Unilateral focal choroidal excavation in cone dystrophy

Abstract

An 18-year-old man presented with gradual and painless loss of vision in both eyes (BE) since the last 2 years. The symptoms were worse in day light and less in dim light. Best corrected visual acuity was 20/160, N 24 with a spherical equivalent of -6 D in BE. Colour vision showed complete red-green deficiency on Ishihara's test. Anterior segments and intraocular pressures were normal. Fundus examination of BE revealed scleral crescent at temporal disc margin, prominent choroidal vessels at posterior pole and symmetric well circumscribed atrophic lesions in both macula (figure 1A,B). Right eye (RE) additionally showed thinning in central macula bordered by hyperpigmentation. Fundus autofluorescence (AF) showed absence of flecks, hypo-AF centrally in BE corresponding to the fundus lesions, but much more prominent in the RE. There was a ring of hyper-AF surrounding these lesions (figure 1C,D).

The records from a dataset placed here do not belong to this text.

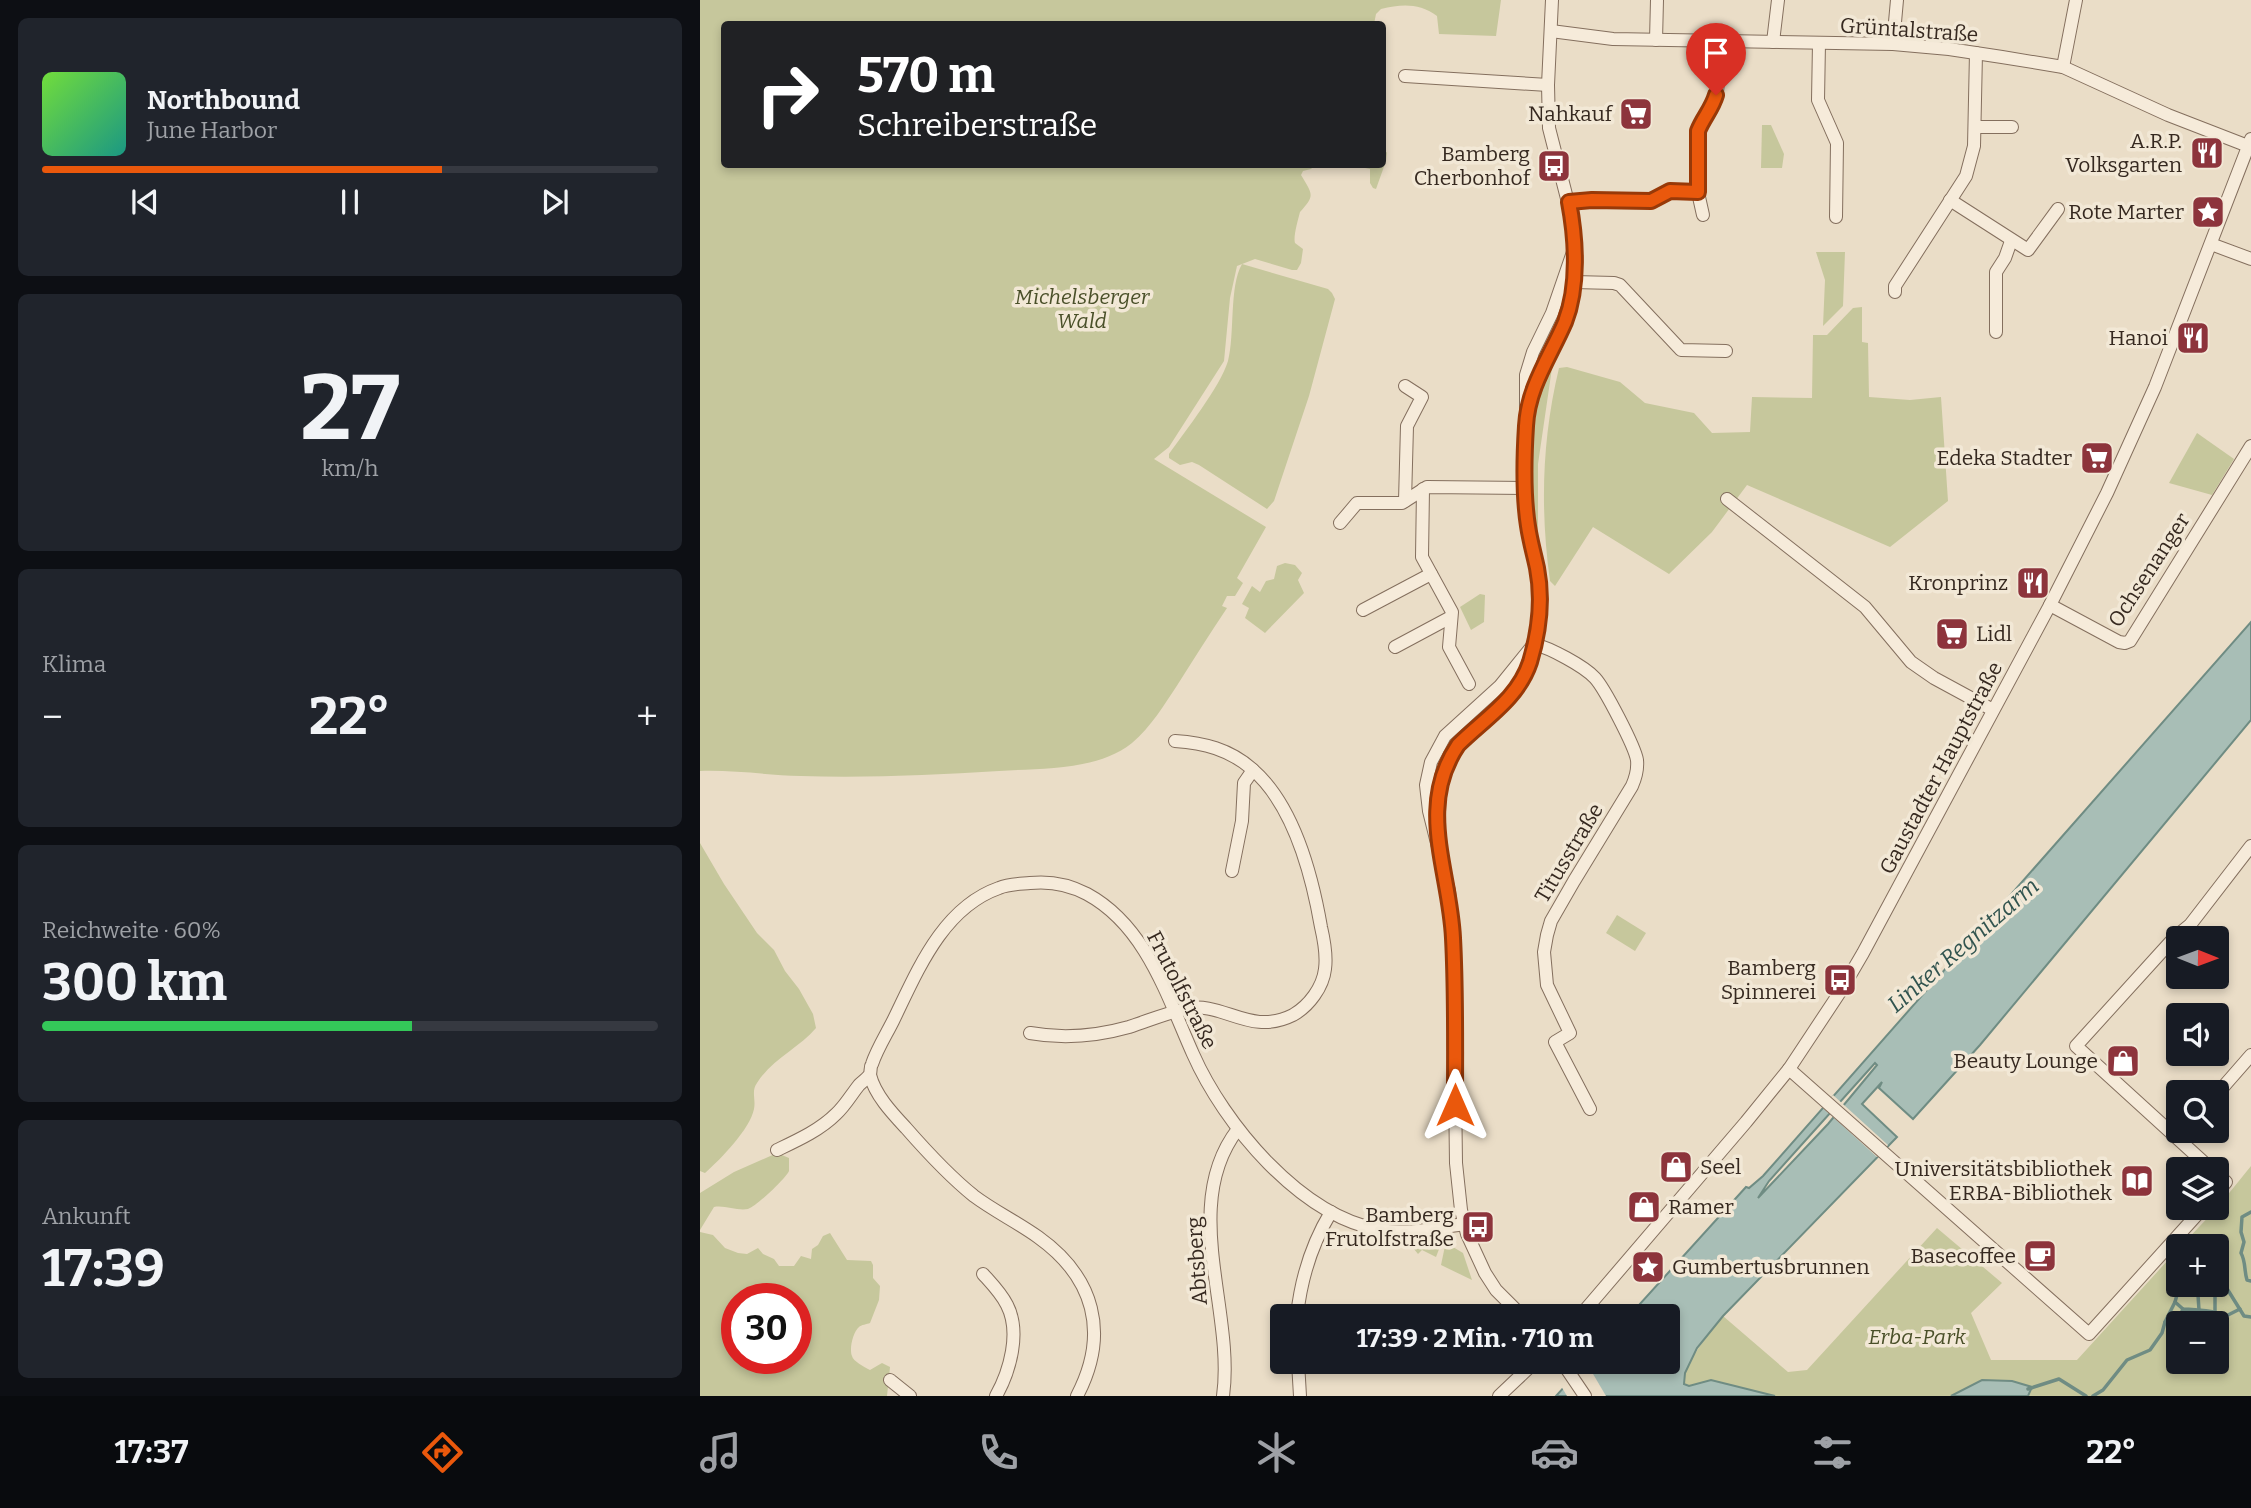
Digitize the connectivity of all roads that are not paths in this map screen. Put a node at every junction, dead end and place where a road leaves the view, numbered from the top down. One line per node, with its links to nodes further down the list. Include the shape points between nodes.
1 (1552, 0): 6 (street)
2 (1657, 0): 7 (street)
3 (1778, 0): 9 (street)
4 (1898, 0): 11 (street)
5 (2076, 0): 13 (street)
6 (1551, 32): 7 (street, Grüntalstraße); 15 (street)
7 (1656, 40): 8 (street, Grüntalstraße)
8 (1718, 41): 9 (street, Grüntalstraße); 19 (street, via 1716,95 1698,131)
9 (1773, 43): 10 (street, Grüntalstraße)
10 (1819, 43): 11 (street, Grüntalstraße); 24 (street, via 1818,100 1837,142)
11 (1893, 44): 12 (street, Grüntalstraße)
12 (1976, 53): 13 (street, Grüntalstraße); 16 (street)
13 (2063, 67): 18 (street, Grüntalstraße, via 2168,114)
14 (1405, 76): 15 (street)
15 (1548, 85): 21 (street, via 1549,128)
16 (1975, 127): 17 (street); 20 (street, via 1966,176)
17 (2012, 127)
18 (2250, 142): 26 (street, Gaustadter Hauptstraße)
19 (1698, 192): 21 (street, via 1670,191 1651,201); 23 (street)
20 (1950, 200): 25 (street); 30 (street)
21 (1569, 202): 27 (street)
22 (2058, 209): 25 (street, via 2028,250)
23 (1703, 215)
24 (1836, 217)
25 (2011, 241): 31 (street, via 1996,272)
26 (2211, 244): 28 (street); 42 (street, Gaustadter Hauptstraße, via 2140,422)
27 (1573, 252): 29 (street); 34 (street, via 1529,363)
28 (2251, 259)
29 (1574, 282): 32 (street, via 1620,285 1681,350); 34 (street, via 1570,309 1535,384)
30 (1895, 292)
31 (1996, 332)
32 (1726, 351)
33 (1405, 386): 39 (street, via 1422,397 1407,426)
34 (1526, 423): 36 (street)
35 (2251, 446): 42 (street, Ochsenanger, via 2130,641 2119,642)
36 (1526, 488): 37 (street); 45 (street, via 1540,586)
37 (1423, 489): 39 (street); 41 (street, via 1422,557)
38 (1727, 499): 48 (street, via 1865,607 1911,662)
39 (1405, 501): 40 (street, via 1357,503)
40 (1340, 523)
41 (1431, 573): 43 (street); 44 (street)
42 (2050, 605): 48 (street, Gaustadter Hauptstraße)
43 (1363, 610)
44 (1451, 617): 46 (street); 47 (street, via 1449,648)
45 (1534, 644): 59 (street, Titusstraße, via 1594,677 1633,748 1637,764 1632,786 1551,921 1544,952 1547,985 1570,1033 1555,1042); 67 (street, via 1530,663 1514,692 1458,745 1437,796 1437,837 1453,934 1455,1154)
46 (1395, 648)
47 (1469, 684)
48 (1993, 710): 56 (street, Gaustadter Hauptstraße, via 1863,953)
49 (1175, 740): 50 (street, via 1216,747)
50 (1253, 770): 52 (street, via 1244,783); 53 (street, via 1280,805 1309,870 1324,942 1323,978 1301,1009 1278,1020 1252,1022 1205,1008)
51 (2251, 846): 60 (street, via 2190,925 2076,1046)
52 (1232, 871)
53 (1174, 1012): 54 (street, via 1087,1035); 57 (street, Frutolfstraße, via 1135,935 1107,906 1075,888 1014,884 980,897 946,927 912,980); 61 (street, Frutolfstraße, via 1205,1078)
54 (1030, 1033)
55 (2251, 1055): 58 (street)
56 (1789, 1069): 66 (street, via 2089,1334); 71 (street, Gaustadter Hauptstraße)
57 (870, 1075): 63 (street, Frutolfstraße, via 836,1114); 78 (street, via 896,1117 937,1163 972,1195 1053,1249 1077,1274 1093,1311 1095,1330 1089,1370)
58 (2229, 1080)
59 (1590, 1109)
60 (2166, 1122)
61 (1238, 1129): 65 (street, Frutolfstraße, via 1289,1182); 79 (street, Abtsberg, via 1219,1162 1211,1214 1225,1359)
62 (2189, 1143): 64 (street)
63 (777, 1150)
64 (2201, 1157)
65 (1331, 1212): 67 (street, Frutolfstraße, via 1389,1231); 69 (street, via 1310,1255)
66 (2192, 1220)
67 (1464, 1224): 70 (street, via 1485,1273)
68 (983, 1274): 77 (street, via 1000,1293 1011,1318 1010,1362)
69 (1299, 1304)
70 (1508, 1304)
71 (1591, 1304)
72 (1299, 1374): 80 (street)
73 (1522, 1374): 81 (street)
74 (1571, 1374): 82 (street)
75 (890, 1380): 76 (street)
76 (910, 1396)
77 (996, 1396)
78 (1077, 1396)
79 (1223, 1396)
80 (1300, 1396)
81 (1499, 1396)
82 (1585, 1396)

Optical coherence tomography (OCT) of RE showed central conforming subfoveal focal choroidal excavation (FCE). Outer retinal atrophy was noted involving the ellipsoid zone of BE with hyper-reflective areas below the external limiting membrane in BE (figure 2). Full field electroretinogram (ERG) of BE showed intact scotopic 3.0 responses, with absent single flash photopic 3.0 response (figure 2). Visual field tests for the central 10 degrees were not reliable due to excessive fixation losses in BE, though right eye showed a centre involving scotoma while BE had higher mean deviation thresholds (p<1%). The patient was diagnosed to have BE generalised cone dystrophy and high myopia with FCE in RE.